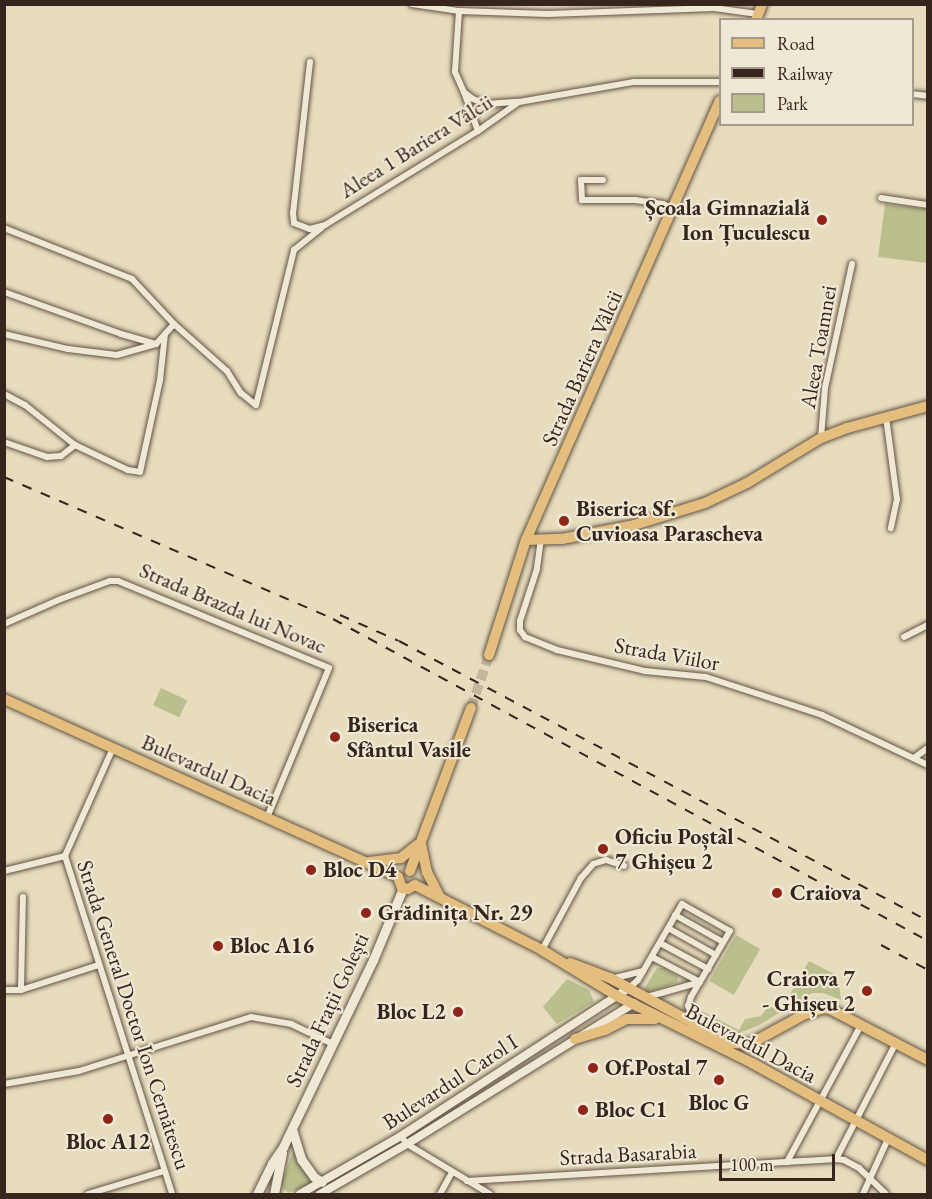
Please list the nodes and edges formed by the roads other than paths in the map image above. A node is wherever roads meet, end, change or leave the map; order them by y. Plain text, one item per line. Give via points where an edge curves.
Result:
1 (412, 4) edge
2 (520, 4) edge
3 (459, 11) junction
4 (520, 13) junction
5 (759, 13) edge
6 (310, 62) dead end
7 (719, 82) edge
8 (464, 92) junction
9 (519, 102) junction
10 (719, 103) edge
11 (478, 131) junction
12 (603, 180) dead end
13 (881, 198) dead end
14 (927, 205) edge
15 (674, 209) junction
16 (325, 225) junction
17 (4, 228) edge
18 (852, 264) dead end
19 (4, 292) edge
20 (174, 324) junction
21 (4, 334) edge
22 (165, 334) junction
23 (156, 344) junction
24 (4, 394) edge
25 (927, 406) edge
26 (886, 417) junction
27 (821, 438) junction
28 (4, 442) edge
29 (75, 445) junction
30 (891, 528) dead end
31 (541, 539) junction
32 (526, 540) junction
33 (4, 624) edge
34 (927, 625) edge
35 (904, 637) dead end
36 (489, 655) tunnel mouth
37 (4, 699) edge
38 (471, 708) tunnel mouth
39 (113, 748) junction
40 (927, 748) edge
41 (914, 758) junction
42 (927, 765) edge
43 (267, 818) junction
44 (421, 840) junction
45 (64, 856) junction
46 (366, 862) junction
47 (624, 866) dead end
48 (4, 871) edge
49 (410, 871) junction
50 (398, 877) junction
51 (415, 885) junction
52 (403, 888) junction
53 (23, 897) dead end
54 (440, 897) junction
55 (675, 915) junction
56 (668, 928) junction
57 (723, 942) junction
58 (660, 943) junction
59 (542, 951) junction
60 (716, 955) junction
61 (652, 957) junction
62 (558, 960) junction
63 (99, 966) junction
64 (708, 969) junction
65 (643, 970) junction
66 (610, 978) junction
67 (701, 982) junction
68 (629, 988) junction
69 (4, 990) edge
70 (21, 990) junction
71 (617, 996) junction
72 (646, 997) junction
73 (632, 1004) junction
74 (666, 1020) junction
75 (861, 1024) junction
76 (699, 1026) junction
77 (575, 1039) junction
78 (896, 1043) junction
79 (333, 1044) junction
80 (750, 1044) junction
81 (128, 1056) junction
82 (927, 1060) edge
83 (752, 1064) junction
84 (4, 1084) edge
85 (820, 1101) junction
86 (855, 1120) junction
87 (292, 1129) junction
88 (401, 1136) junction
89 (888, 1139) junction
90 (407, 1144) junction
91 (283, 1147) junction
92 (836, 1159) junction
93 (927, 1160) edge
94 (788, 1162) junction
95 (164, 1171) junction
96 (452, 1172) junction
97 (869, 1177) junction
98 (467, 1181) junction
99 (322, 1182) junction
100 (88, 1194) edge
101 (172, 1194) edge
102 (257, 1194) edge
103 (272, 1194) edge
104 (300, 1194) edge
105 (320, 1194) edge
106 (440, 1194) edge
107 (490, 1194) edge
108 (863, 1194) edge
109 (886, 1194) edge

1 - 3 street
2 - 4 street
3 - 4 street
3 - 8 street via 455,72
4 - 5 street via 714,8
6 - 16 street, Aleea 1 Bariera Vâlcii via 294,223 310,229
7 - 9 street, Aleea 1 Bariera Vâlcii via 634,82
8 - 9 street via 486,104
8 - 11 street
9 - 11 street, Aleea 1 Bariera Vâlcii
10 - 15 main road, Strada Bariera Vâlcii
11 - 16 street, Aleea 1 Bariera Vâlcii
12 - 15 street via 582,180 582,200 635,200
13 - 14 street
15 - 32 main road, Strada Bariera Vâlcii
16 - 20 street via 294,250 256,405 241,393 227,370
17 - 20 street via 132,279
18 - 27 street, Aleea Toamnei via 825,388
19 - 23 street
20 - 22 street
21 - 23 street via 68,349 117,355
22 - 23 street
22 - 29 street via 160,380 140,472
24 - 29 street via 25,405
25 - 26 main road
26 - 27 main road
26 - 30 street via 897,499
27 - 31 main road via 747,483 705,503 634,525
28 - 29 street via 47,457 62,456
31 - 32 main road
31 - 41 street, Strada Viilor via 537,569 520,621 525,637 557,650 624,667 706,677 822,715
32 - 36 main road, Strada Bariera Vâlcii
33 - 43 street, Strada Brazda lui Novac via 61,599 118,581 329,668
34 - 35 street
37 - 39 main road, Bulevardul Dacia
38 - 44 main road
39 - 43 main road, Bulevardul Dacia
39 - 45 street, Strada General Doctor Ion Cernătescu
40 - 41 street
41 - 42 street, Strada Viilor
43 - 46 main road, Bulevardul Dacia
44 - 46 main road via 401,858
44 - 49 main road
44 - 54 main road via 426,872
45 - 48 street
45 - 63 street, Strada General Doctor Ion Cernătescu
46 - 50 main road, Bulevardul Dacia
47 - 59 street via 606,860 593,864 581,878
49 - 50 main road
49 - 51 main road via 416,876
50 - 52 main road
51 - 52 main road
51 - 54 main road, Bulevardul Dacia
52 - 79 main road, Strada Frații Golești
53 - 70 street
54 - 59 main road, Bulevardul Dacia
55 - 56 street
55 - 57 street
55 - 57 street via 682,904 730,931
56 - 58 street
56 - 60 street
57 - 60 street
58 - 61 street
58 - 64 street
59 - 62 main road, Bulevardul Dacia
60 - 64 street
61 - 65 street
61 - 67 street
62 - 66 main road, Bulevardul Dacia
62 - 71 main road, Bulevardul Dacia
63 - 70 street
63 - 81 street, Strada General Doctor Ion Cernătescu
64 - 67 street
65 - 66 street
65 - 68 street
66 - 68 main road, Bulevardul Dacia
67 - 72 street
67 - 76 street via 688,1006
68 - 71 street, Bulevardul Carol I
68 - 72 main road, Bulevardul Dacia
69 - 70 street
71 - 73 main road, Bulevardul Dacia
71 - 88 street, Bulevardul Carol I
72 - 73 street, Bulevardul Carol I
72 - 76 main road, Bulevardul Dacia
73 - 74 main road, Bulevardul Dacia
73 - 77 street, Bulevardul Carol I
74 - 77 main road via 633,1018
74 - 83 main road, Bulevardul Dacia
75 - 78 main road
75 - 80 main road via 823,1008
75 - 85 street
76 - 80 main road, Bulevardul Dacia via 730,1043
77 - 90 street, Bulevardul Carol I
78 - 82 main road
78 - 86 street
79 - 81 street via 291,1024 251,1017
79 - 87 main road, Strada Frații Golești
80 - 83 main road
81 - 84 street via 71,1073
81 - 95 street, Strada General Doctor Ion Cernătescu
83 - 85 main road, Bulevardul Dacia
85 - 86 main road, Bulevardul Dacia
85 - 94 street
86 - 89 main road, Bulevardul Dacia
86 - 92 street
87 - 91 main road, Strada Frații Golești
87 - 99 main road via 301,1159
88 - 90 street
88 - 99 street, Bulevardul Carol I
89 - 93 main road, Bulevardul Dacia
89 - 97 street
90 - 96 street
90 - 105 street, Bulevardul Carol I
91 - 102 main road, Strada Frații Golești
91 - 103 main road, Strada Frații Golești
92 - 94 street, Strada Basarabia
92 - 97 street, Strada Basarabia via 851,1163
94 - 98 street, Strada Basarabia
95 - 100 street
95 - 101 street, Strada General Doctor Ion Cernătescu
96 - 98 street
96 - 106 street
97 - 108 street
97 - 109 street, Strada Basarabia
98 - 107 street
99 - 104 street, Bulevardul Carol I
102 - 103 main road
━━━━━━━━━━
Text only, pictures out: give every record again as written.

**SOLUTION FOR THIS PROBLEM**
Please list the nodes and edges formed by the roads other than paths in the map image above. A node is wherever roads meet, end, change or leave the map; order them by y. Plain text, one item per line. Give via points where an edge curves.
Result:
1 (412, 4) edge
2 (520, 4) edge
3 (459, 11) junction
4 (520, 13) junction
5 (759, 13) edge
6 (310, 62) dead end
7 (719, 82) edge
8 (464, 92) junction
9 (519, 102) junction
10 (719, 103) edge
11 (478, 131) junction
12 (603, 180) dead end
13 (881, 198) dead end
14 (927, 205) edge
15 (674, 209) junction
16 (325, 225) junction
17 (4, 228) edge
18 (852, 264) dead end
19 (4, 292) edge
20 (174, 324) junction
21 (4, 334) edge
22 (165, 334) junction
23 (156, 344) junction
24 (4, 394) edge
25 (927, 406) edge
26 (886, 417) junction
27 (821, 438) junction
28 (4, 442) edge
29 (75, 445) junction
30 (891, 528) dead end
31 (541, 539) junction
32 (526, 540) junction
33 (4, 624) edge
34 (927, 625) edge
35 (904, 637) dead end
36 (489, 655) tunnel mouth
37 (4, 699) edge
38 (471, 708) tunnel mouth
39 (113, 748) junction
40 (927, 748) edge
41 (914, 758) junction
42 (927, 765) edge
43 (267, 818) junction
44 (421, 840) junction
45 (64, 856) junction
46 (366, 862) junction
47 (624, 866) dead end
48 (4, 871) edge
49 (410, 871) junction
50 (398, 877) junction
51 (415, 885) junction
52 (403, 888) junction
53 (23, 897) dead end
54 (440, 897) junction
55 (675, 915) junction
56 (668, 928) junction
57 (723, 942) junction
58 (660, 943) junction
59 (542, 951) junction
60 (716, 955) junction
61 (652, 957) junction
62 (558, 960) junction
63 (99, 966) junction
64 (708, 969) junction
65 (643, 970) junction
66 (610, 978) junction
67 (701, 982) junction
68 (629, 988) junction
69 (4, 990) edge
70 (21, 990) junction
71 (617, 996) junction
72 (646, 997) junction
73 (632, 1004) junction
74 (666, 1020) junction
75 (861, 1024) junction
76 (699, 1026) junction
77 (575, 1039) junction
78 (896, 1043) junction
79 (333, 1044) junction
80 (750, 1044) junction
81 (128, 1056) junction
82 (927, 1060) edge
83 (752, 1064) junction
84 (4, 1084) edge
85 (820, 1101) junction
86 (855, 1120) junction
87 (292, 1129) junction
88 (401, 1136) junction
89 (888, 1139) junction
90 (407, 1144) junction
91 (283, 1147) junction
92 (836, 1159) junction
93 (927, 1160) edge
94 (788, 1162) junction
95 (164, 1171) junction
96 (452, 1172) junction
97 (869, 1177) junction
98 (467, 1181) junction
99 (322, 1182) junction
100 (88, 1194) edge
101 (172, 1194) edge
102 (257, 1194) edge
103 (272, 1194) edge
104 (300, 1194) edge
105 (320, 1194) edge
106 (440, 1194) edge
107 (490, 1194) edge
108 (863, 1194) edge
109 (886, 1194) edge

1 - 3 street
2 - 4 street
3 - 4 street
3 - 8 street via 455,72
4 - 5 street via 714,8
6 - 16 street, Aleea 1 Bariera Vâlcii via 294,223 310,229
7 - 9 street, Aleea 1 Bariera Vâlcii via 634,82
8 - 9 street via 486,104
8 - 11 street
9 - 11 street, Aleea 1 Bariera Vâlcii
10 - 15 main road, Strada Bariera Vâlcii
11 - 16 street, Aleea 1 Bariera Vâlcii
12 - 15 street via 582,180 582,200 635,200
13 - 14 street
15 - 32 main road, Strada Bariera Vâlcii
16 - 20 street via 294,250 256,405 241,393 227,370
17 - 20 street via 132,279
18 - 27 street, Aleea Toamnei via 825,388
19 - 23 street
20 - 22 street
21 - 23 street via 68,349 117,355
22 - 23 street
22 - 29 street via 160,380 140,472
24 - 29 street via 25,405
25 - 26 main road
26 - 27 main road
26 - 30 street via 897,499
27 - 31 main road via 747,483 705,503 634,525
28 - 29 street via 47,457 62,456
31 - 32 main road
31 - 41 street, Strada Viilor via 537,569 520,621 525,637 557,650 624,667 706,677 822,715
32 - 36 main road, Strada Bariera Vâlcii
33 - 43 street, Strada Brazda lui Novac via 61,599 118,581 329,668
34 - 35 street
37 - 39 main road, Bulevardul Dacia
38 - 44 main road
39 - 43 main road, Bulevardul Dacia
39 - 45 street, Strada General Doctor Ion Cernătescu
40 - 41 street
41 - 42 street, Strada Viilor
43 - 46 main road, Bulevardul Dacia
44 - 46 main road via 401,858
44 - 49 main road
44 - 54 main road via 426,872
45 - 48 street
45 - 63 street, Strada General Doctor Ion Cernătescu
46 - 50 main road, Bulevardul Dacia
47 - 59 street via 606,860 593,864 581,878
49 - 50 main road
49 - 51 main road via 416,876
50 - 52 main road
51 - 52 main road
51 - 54 main road, Bulevardul Dacia
52 - 79 main road, Strada Frații Golești
53 - 70 street
54 - 59 main road, Bulevardul Dacia
55 - 56 street
55 - 57 street
55 - 57 street via 682,904 730,931
56 - 58 street
56 - 60 street
57 - 60 street
58 - 61 street
58 - 64 street
59 - 62 main road, Bulevardul Dacia
60 - 64 street
61 - 65 street
61 - 67 street
62 - 66 main road, Bulevardul Dacia
62 - 71 main road, Bulevardul Dacia
63 - 70 street
63 - 81 street, Strada General Doctor Ion Cernătescu
64 - 67 street
65 - 66 street
65 - 68 street
66 - 68 main road, Bulevardul Dacia
67 - 72 street
67 - 76 street via 688,1006
68 - 71 street, Bulevardul Carol I
68 - 72 main road, Bulevardul Dacia
69 - 70 street
71 - 73 main road, Bulevardul Dacia
71 - 88 street, Bulevardul Carol I
72 - 73 street, Bulevardul Carol I
72 - 76 main road, Bulevardul Dacia
73 - 74 main road, Bulevardul Dacia
73 - 77 street, Bulevardul Carol I
74 - 77 main road via 633,1018
74 - 83 main road, Bulevardul Dacia
75 - 78 main road
75 - 80 main road via 823,1008
75 - 85 street
76 - 80 main road, Bulevardul Dacia via 730,1043
77 - 90 street, Bulevardul Carol I
78 - 82 main road
78 - 86 street
79 - 81 street via 291,1024 251,1017
79 - 87 main road, Strada Frații Golești
80 - 83 main road
81 - 84 street via 71,1073
81 - 95 street, Strada General Doctor Ion Cernătescu
83 - 85 main road, Bulevardul Dacia
85 - 86 main road, Bulevardul Dacia
85 - 94 street
86 - 89 main road, Bulevardul Dacia
86 - 92 street
87 - 91 main road, Strada Frații Golești
87 - 99 main road via 301,1159
88 - 90 street
88 - 99 street, Bulevardul Carol I
89 - 93 main road, Bulevardul Dacia
89 - 97 street
90 - 96 street
90 - 105 street, Bulevardul Carol I
91 - 102 main road, Strada Frații Golești
91 - 103 main road, Strada Frații Golești
92 - 94 street, Strada Basarabia
92 - 97 street, Strada Basarabia via 851,1163
94 - 98 street, Strada Basarabia
95 - 100 street
95 - 101 street, Strada General Doctor Ion Cernătescu
96 - 98 street
96 - 106 street
97 - 108 street
97 - 109 street, Strada Basarabia
98 - 107 street
99 - 104 street, Bulevardul Carol I
102 - 103 main road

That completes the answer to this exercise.